Is there a point to talk about security when the incessant, inexplicable killings of poor Nigerians have been posing questions our leaders have refused to answer? These politicians move with security forces like they're living in a battlefield: They've succeeded in securing their lives so it is left for God to bless the people with security.
The high rate of unemployment in our country is fearful. There is anguish in the land. From the center of power to other parts of the country, disorder is the order of the day.
Yet, amidst all these, the representatives of the people in government choose to enrich themselves without thinking of those they claim to represent.
Of course, it is not the senators but the ineptitude of the Executive (coupled with corruption) that has brought us to this state where nothing seems to be working.
Nevertheless, one is forced to ask what the legislative arm of government is doing to curb this abnormality.
What law have they passed to bring an end to this senselessness? What move have they made to show Nigerians that they are not part of this evil we like to call corruption? What resistance have they made … what hope have they given?
And if they're not playing a huge role in this game of democratic fraud, how come it has become impossible for them to move a motion of "Death Sentence" for corrupt politicians?

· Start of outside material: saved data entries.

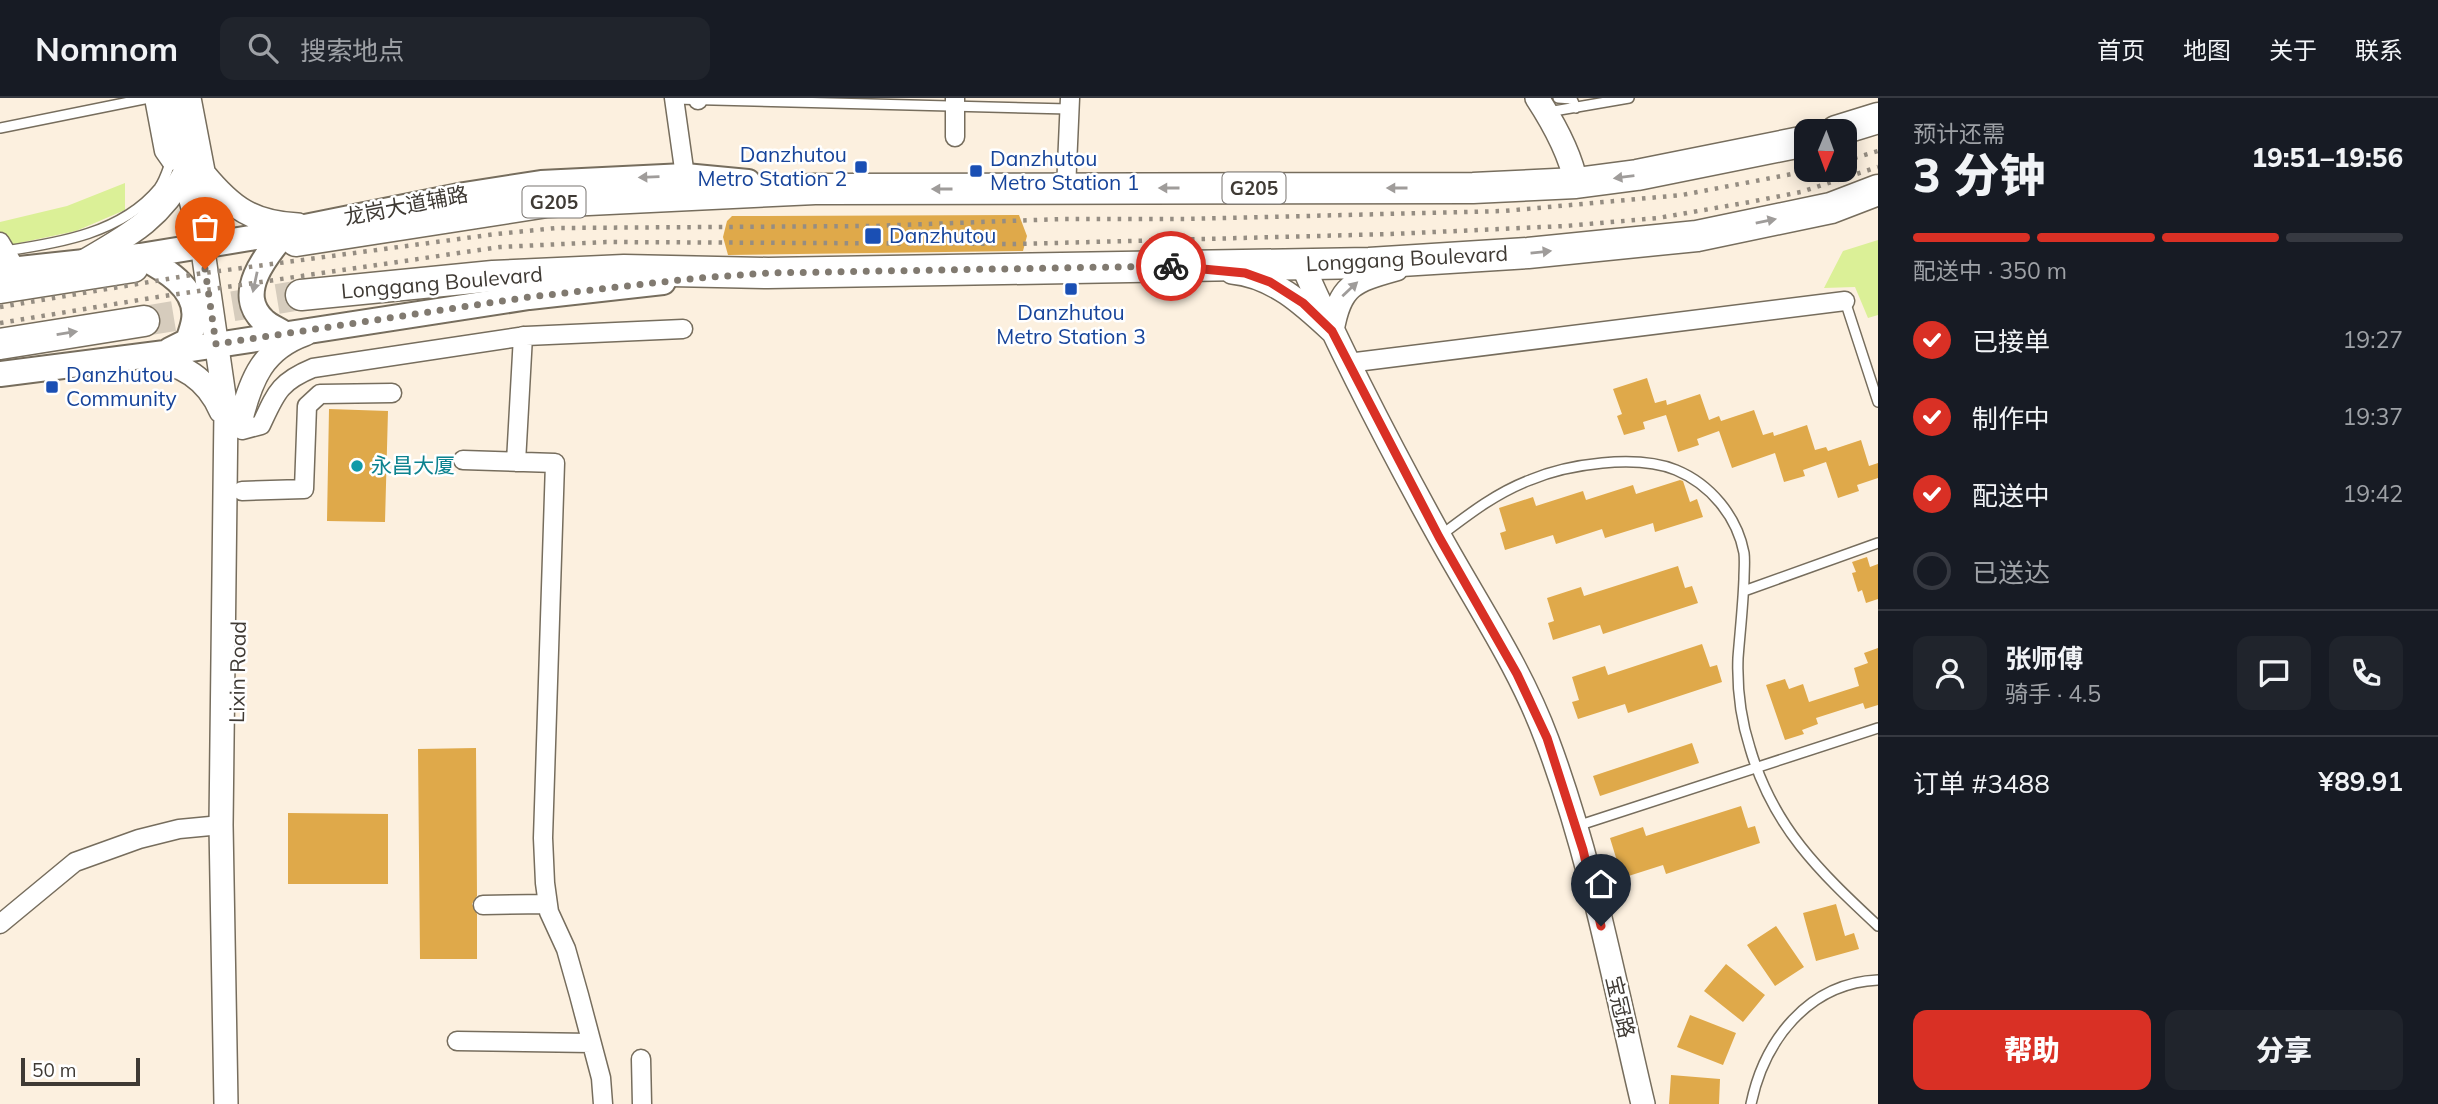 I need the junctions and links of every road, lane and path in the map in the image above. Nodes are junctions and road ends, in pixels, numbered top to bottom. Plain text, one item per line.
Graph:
1 (149, 98) edge
2 (154, 98) edge
3 (172, 98) edge
4 (189, 98) edge
5 (674, 98) edge
6 (1629, 98) edge
7 (698, 99) edge
8 (955, 102) edge
9 (1547, 103) edge
10 (1069, 104) edge
11 (1576, 108) junction
12 (1878, 117) edge
13 (1857, 124) edge
14 (0, 128) edge
15 (955, 137) dead end
16 (1794, 144) edge
17 (185, 161) junction
18 (685, 176) junction
19 (1576, 183) junction
20 (815, 189) junction
21 (1066, 189) junction
22 (1878, 190) edge
23 (297, 232) junction
24 (209, 243) junction
25 (1433, 259) junction
26 (136, 261) junction
27 (4, 262) edge
28 (82, 262) junction
29 (1301, 264) junction
30 (1184, 266) junction
31 (768, 273) junction
32 (301, 295) tunnel mouth
33 (1844, 301) joint
34 (144, 321) tunnel mouth
35 (327, 327) junction
36 (683, 329) dead end
37 (1332, 331) junction
38 (283, 333) junction
39 (523, 336) junction
40 (223, 342) junction
41 (0, 344) edge
42 (165, 353) junction
43 (128, 358) junction
44 (1348, 363) junction
45 (0, 374) edge
46 (392, 393) dead end
47 (1878, 402) edge
48 (237, 424) junction
49 (464, 460) dead end
50 (516, 462) junction
51 (242, 491) junction
52 (1439, 537) junction
53 (1878, 543) edge
54 (1744, 591) junction
55 (229, 727) junction
56 (1878, 728) edge
57 (1757, 767) junction
58 (221, 825) junction
59 (1575, 827) junction
60 (548, 904) junction
61 (483, 905) dead end
62 (0, 924) edge
63 (1878, 926) edge
64 (1878, 981) edge
65 (457, 1041) dead end
66 (591, 1043) junction
67 (641, 1059) dead end
68 (233, 1066) junction
69 (226, 1104) edge
70 (242, 1104) edge
71 (603, 1104) edge
72 (642, 1104) edge
73 (1643, 1104) edge
74 (1751, 1104) edge

1 - 14 lane
2 - 17 street
3 - 17 street
4 - 17 street
5 - 7 lane
5 - 18 street
6 - 11 lane
7 - 8 lane
8 - 10 lane
8 - 15 street
9 - 11 lane
9 - 11 lane
9 - 19 street
10 - 21 street
12 - 13 highway
16 -> 19 highway, G205
17 - 23 street
17 - 24 street, Lixin Road
17 - 27 lane
17 - 28 street
18 - 20 main road, 龙岗大道辅路
18 -> 23 main road, 龙岗大道辅路
19 -> 21 highway, G205
21 -> 20 highway, G205
20 - 23 highway, G205
25 -> 22 highway, Longgang Boulevard
23 - 24 main road, 龙岗大道辅路
23 -> 38 main road
24 - 26 main road, 龙岗大道辅路
24 - 40 street, Lixin Road
25 - 29 highway, Longgang Boulevard
37 -> 25 street
26 - 27 highway
26 - 28 main road, 龙岗大道辅路
26 - 42 main road
27 - 28 main road, 龙岗大道辅路
29 - 30 highway, Longgang Boulevard
29 - 37 street, 宝冠路
30 - 31 highway, Longgang Boulevard
30 - 37 street
31 - 32 highway, Longgang Boulevard
31 - 35 main road
33 - 44 street
33 - 47 lane
41 -> 34 highway
35 - 38 main road
35 - 48 street
36 - 39 street
37 - 44 street, 宝冠路
38 - 40 main road
39 - 48 street
39 - 50 street
40 - 42 main road
40 - 48 street, Lixin Road
42 - 43 main road
43 - 45 main road
43 - 48 street
44 - 52 street, 宝冠路
46 - 51 street
48 - 51 street, Lixin Road
48 - 55 street, Lixin Road
49 - 50 street
50 - 60 street
51 - 55 street, Lixin Road
52 - 54 lane
52 - 59 street, 宝冠路
53 - 54 lane
54 - 57 lane
55 - 58 street, Lixin Road
55 - 68 street, Lixin Road
56 - 57 lane
57 - 59 lane
57 - 63 lane
58 - 62 street
58 - 68 street, Lixin Road
59 - 73 street, 宝冠路
60 - 61 street
60 - 66 street
64 - 74 lane
65 - 66 street
66 - 71 street
67 - 72 street
68 - 69 street, Lixin Road
68 - 70 street, Lixin Road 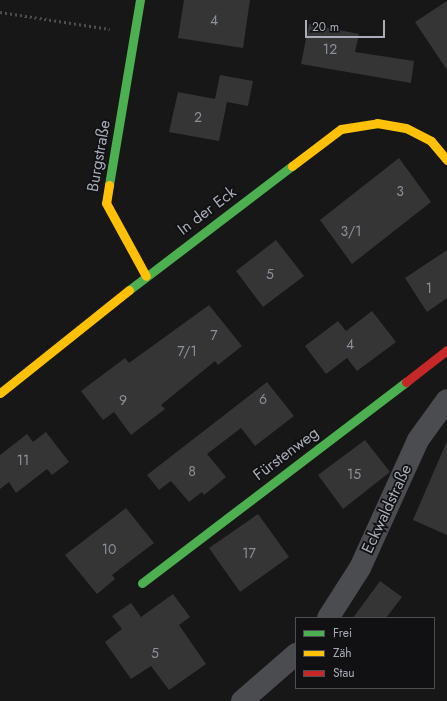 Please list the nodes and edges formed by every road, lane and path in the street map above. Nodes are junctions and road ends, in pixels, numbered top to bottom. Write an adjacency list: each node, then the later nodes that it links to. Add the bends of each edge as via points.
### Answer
1 (140, 0): 3 (street, Burgstraße)
2 (0, 12): 3 (path)
3 (135, 33): 5 (street, Burgstraße, via 106,203)
4 (447, 160): 5 (street, In der Eck, via 431,141 406,128 377,123 341,129)
5 (146, 276): 7 (street, In der Eck)
6 (447, 350): 9 (street, Fürstenweg)
7 (0, 393)
8 (447, 400): 10 (street, Eckwaldstraße, via 418,440 360,568)
9 (142, 583)
10 (329, 617)
11 (295, 655): 12 (street)
12 (242, 701) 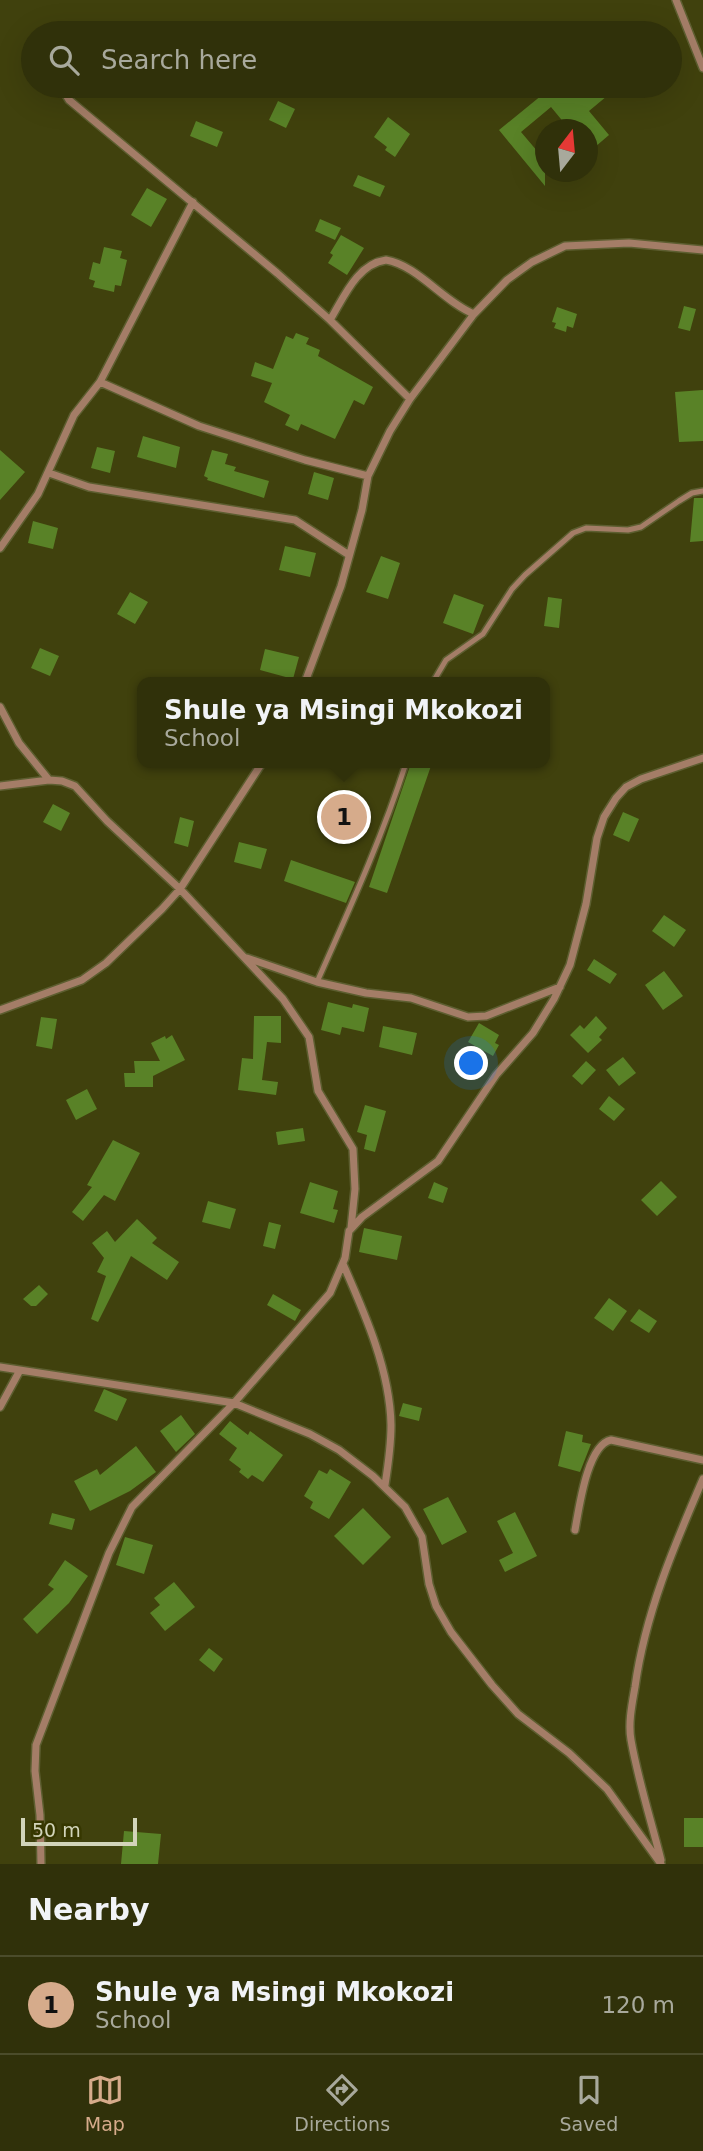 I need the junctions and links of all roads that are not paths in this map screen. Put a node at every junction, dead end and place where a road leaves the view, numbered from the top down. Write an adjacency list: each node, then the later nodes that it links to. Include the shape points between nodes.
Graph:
1 (676, 0): 2 (street)
2 (703, 68)
3 (68, 98): 4 (street)
4 (193, 202): 7 (street); 8 (street)
5 (703, 250): 6 (street, via 629,243 565,246 507,280)
6 (474, 314): 7 (street, via 386,260 370,264 360,273); 9 (street)
7 (330, 320): 9 (street)
8 (100, 382): 10 (street, via 74,415); 11 (street, via 199,426)
9 (410, 399): 11 (street)
10 (49, 473): 13 (street); 14 (street, via 89,487 295,520)
11 (368, 476): 14 (street)
12 (703, 491): 16 (lane, via 692,493 641,527 586,528 573,533 525,575 483,634 446,660)
13 (0, 548)
14 (349, 555): 15 (street)
15 (307, 677)
16 (436, 677)
17 (0, 707): 21 (street, via 19,743)
18 (703, 758): 26 (street, via 641,779 615,798 597,838 586,904)
19 (259, 768): 23 (street)
20 (404, 768): 25 (lane, via 394,803)
21 (49, 779): 22 (street); 23 (street, via 75,786)
22 (0, 786)
23 (180, 889): 24 (street); 27 (street, via 82,980)
24 (243, 957): 25 (street); 28 (street, via 283,999 309,1037 318,1091 353,1149)
25 (317, 982): 26 (street, via 411,998 477,1018)
26 (561, 987): 28 (street, via 533,1033 496,1075 438,1161)
27 (0, 1010)
28 (351, 1228): 29 (street)
29 (343, 1263): 32 (street, via 330,1293); 36 (street, via 370,1329 388,1401 391,1426)
30 (0, 1367): 31 (street)
31 (19, 1372): 32 (street); 33 (street)
32 (234, 1403): 36 (street, via 327,1443); 38 (street, via 132,1507 109,1553 35,1750)
33 (0, 1407)
34 (703, 1460): 37 (street, via 604,1442 585,1481)
35 (703, 1479): 39 (street, via 652,1608 631,1720 631,1739)
36 (385, 1485): 39 (street, via 405,1507 422,1537 429,1584 451,1632 518,1714 607,1789)
37 (575, 1531)
38 (41, 1864)
39 (661, 1864) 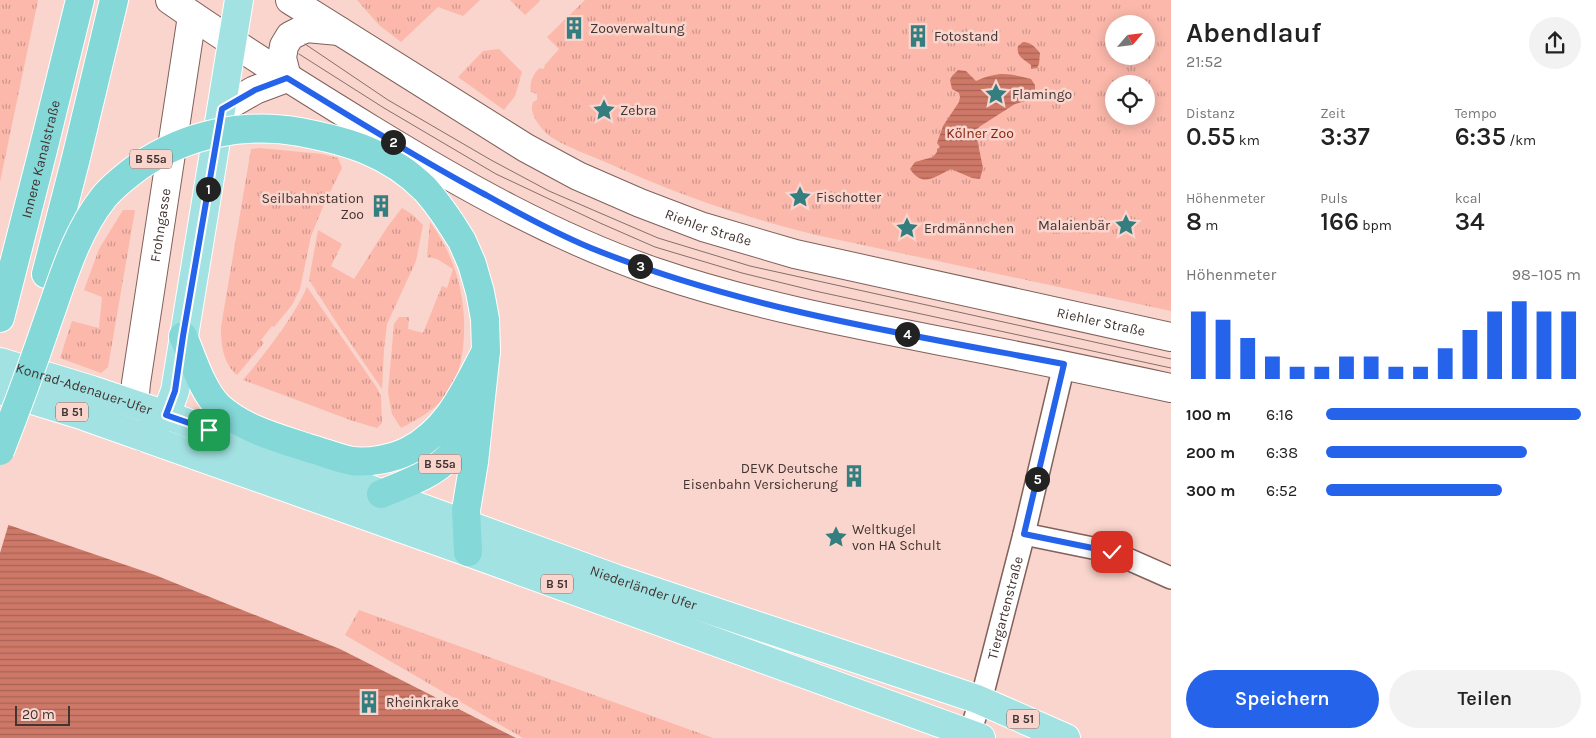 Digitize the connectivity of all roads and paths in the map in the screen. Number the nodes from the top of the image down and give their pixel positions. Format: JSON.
{"nodes":[{"id":1,"x":80,"y":0,"type":"edge"},
{"id":2,"x":114,"y":0,"type":"edge"},
{"id":3,"x":170,"y":0,"type":"edge"},
{"id":4,"x":220,"y":0,"type":"edge"},
{"id":5,"x":238,"y":0,"type":"edge"},
{"id":6,"x":290,"y":0,"type":"edge"},
{"id":7,"x":322,"y":0,"type":"edge"},
{"id":8,"x":192,"y":16,"type":"junction"},
{"id":9,"x":340,"y":32,"type":"junction"},
{"id":10,"x":231,"y":41,"type":"junction"},
{"id":11,"x":287,"y":78,"type":"junction"},
{"id":12,"x":222,"y":109,"type":"junction"},
{"id":13,"x":0,"y":318,"type":"edge"},
{"id":14,"x":183,"y":336,"type":"junction"},
{"id":15,"x":1171,"y":337,"type":"edge"},
{"id":16,"x":486,"y":351,"type":"junction"},
{"id":17,"x":0,"y":362,"type":"edge"},
{"id":18,"x":1064,"y":364,"type":"junction"},
{"id":19,"x":1171,"y":388,"type":"edge"},
{"id":20,"x":0,"y":390,"type":"edge"},
{"id":21,"x":134,"y":405,"type":"junction"},
{"id":22,"x":479,"y":411,"type":"junction"},
{"id":23,"x":166,"y":415,"type":"junction"},
{"id":24,"x":143,"y":437,"type":"junction"},
{"id":25,"x":0,"y":438,"type":"edge"},
{"id":26,"x":0,"y":451,"type":"edge"},
{"id":27,"x":381,"y":494,"type":"junction"},
{"id":28,"x":467,"y":524,"type":"junction"},
{"id":29,"x":1024,"y":534,"type":"junction"},
{"id":30,"x":468,"y":552,"type":"junction"},
{"id":31,"x":1171,"y":578,"type":"edge"},
{"id":32,"x":980,"y":701,"type":"junction"},
{"id":33,"x":975,"y":736,"type":"edge"},
{"id":34,"x":1066,"y":738,"type":"edge"}],
"edges":[{"from":1,"to":13,"type":"highway","name":"Innere Kanalstraße"},
{"from":2,"to":25,"type":"highway"},
{"from":3,"to":8,"type":"main road"},
{"from":4,"to":10,"type":"main road"},
{"from":5,"to":10,"type":"main road"},
{"from":6,"to":9,"type":"main road","name":"Riehler Straße"},
{"from":7,"to":9,"type":"main road"},
{"from":8,"to":10,"type":"main road"},
{"from":8,"to":21,"type":"main road","name":"Frohngasse"},
{"from":9,"to":11,"type":"main road"},
{"from":9,"to":15,"type":"main road","name":"Riehler Straße"},
{"from":10,"to":11,"type":"main road"},
{"from":10,"to":12,"type":"main road"},
{"from":11,"to":12,"type":"main road"},
{"from":11,"to":18,"type":"main road"},
{"from":12,"to":14,"type":"main road"},
{"from":14,"to":16,"type":"highway"},
{"from":14,"to":23,"type":"main road"},
{"from":16,"to":22,"type":"highway","number":"B 55a"},
{"from":16,"to":26,"type":"highway","number":"B 55a","bridge":true},
{"from":17,"to":21,"type":"main road","name":"Konrad-Adenauer-Ufer","number":"B 51"},
{"from":18,"to":19,"type":"main road"},
{"from":18,"to":29,"type":"street","name":"Tiergartenstraße"},
{"from":20,"to":24,"type":"main road","name":"Konrad-Adenauer-Ufer","number":"B 51"},
{"from":21,"to":23,"type":"main road","name":"Konrad-Adenauer-Ufer","number":"B 51"},
{"from":21,"to":24,"type":"main road"},
{"from":22,"to":27,"type":"highway","number":"B 55a"},
{"from":22,"to":28,"type":"highway"},
{"from":23,"to":24,"type":"main road"},
{"from":23,"to":27,"type":"main road","name":"Niederländer Ufer","number":"B 51"},
{"from":24,"to":30,"type":"main road","name":"Niederländer Ufer","number":"B 51"},
{"from":27,"to":28,"type":"main road","name":"Niederländer Ufer","number":"B 51"},
{"from":28,"to":30,"type":"highway"},
{"from":28,"to":32,"type":"main road","name":"Niederländer Ufer","number":"B 51"},
{"from":29,"to":31,"type":"street"},
{"from":29,"to":32,"type":"street","name":"Tiergartenstraße"},
{"from":30,"to":33,"type":"main road","name":"Niederländer Ufer","number":"B 51"},
{"from":32,"to":33,"type":"street","name":"Tiergartenstraße"},
{"from":32,"to":34,"type":"main road","name":"Niederländer Ufer","number":"B 51"}]}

Because as it stands, laws like that are the needed resolutions that can help save this country from its ill-fated end.
But they will not do such and they’ll never make an attempt. You know why? The coffer of Nigeria is like a "National Cake" to them: Let those who have the opportunity to cut, satisfy their greed with loots.
And from 1960 to date, the goal has remained the same.
According to Professor Itse Sagay, a Nigerian senator earns over three billion naira per annum. Why? To represent a people that is poverty poverty-stricken.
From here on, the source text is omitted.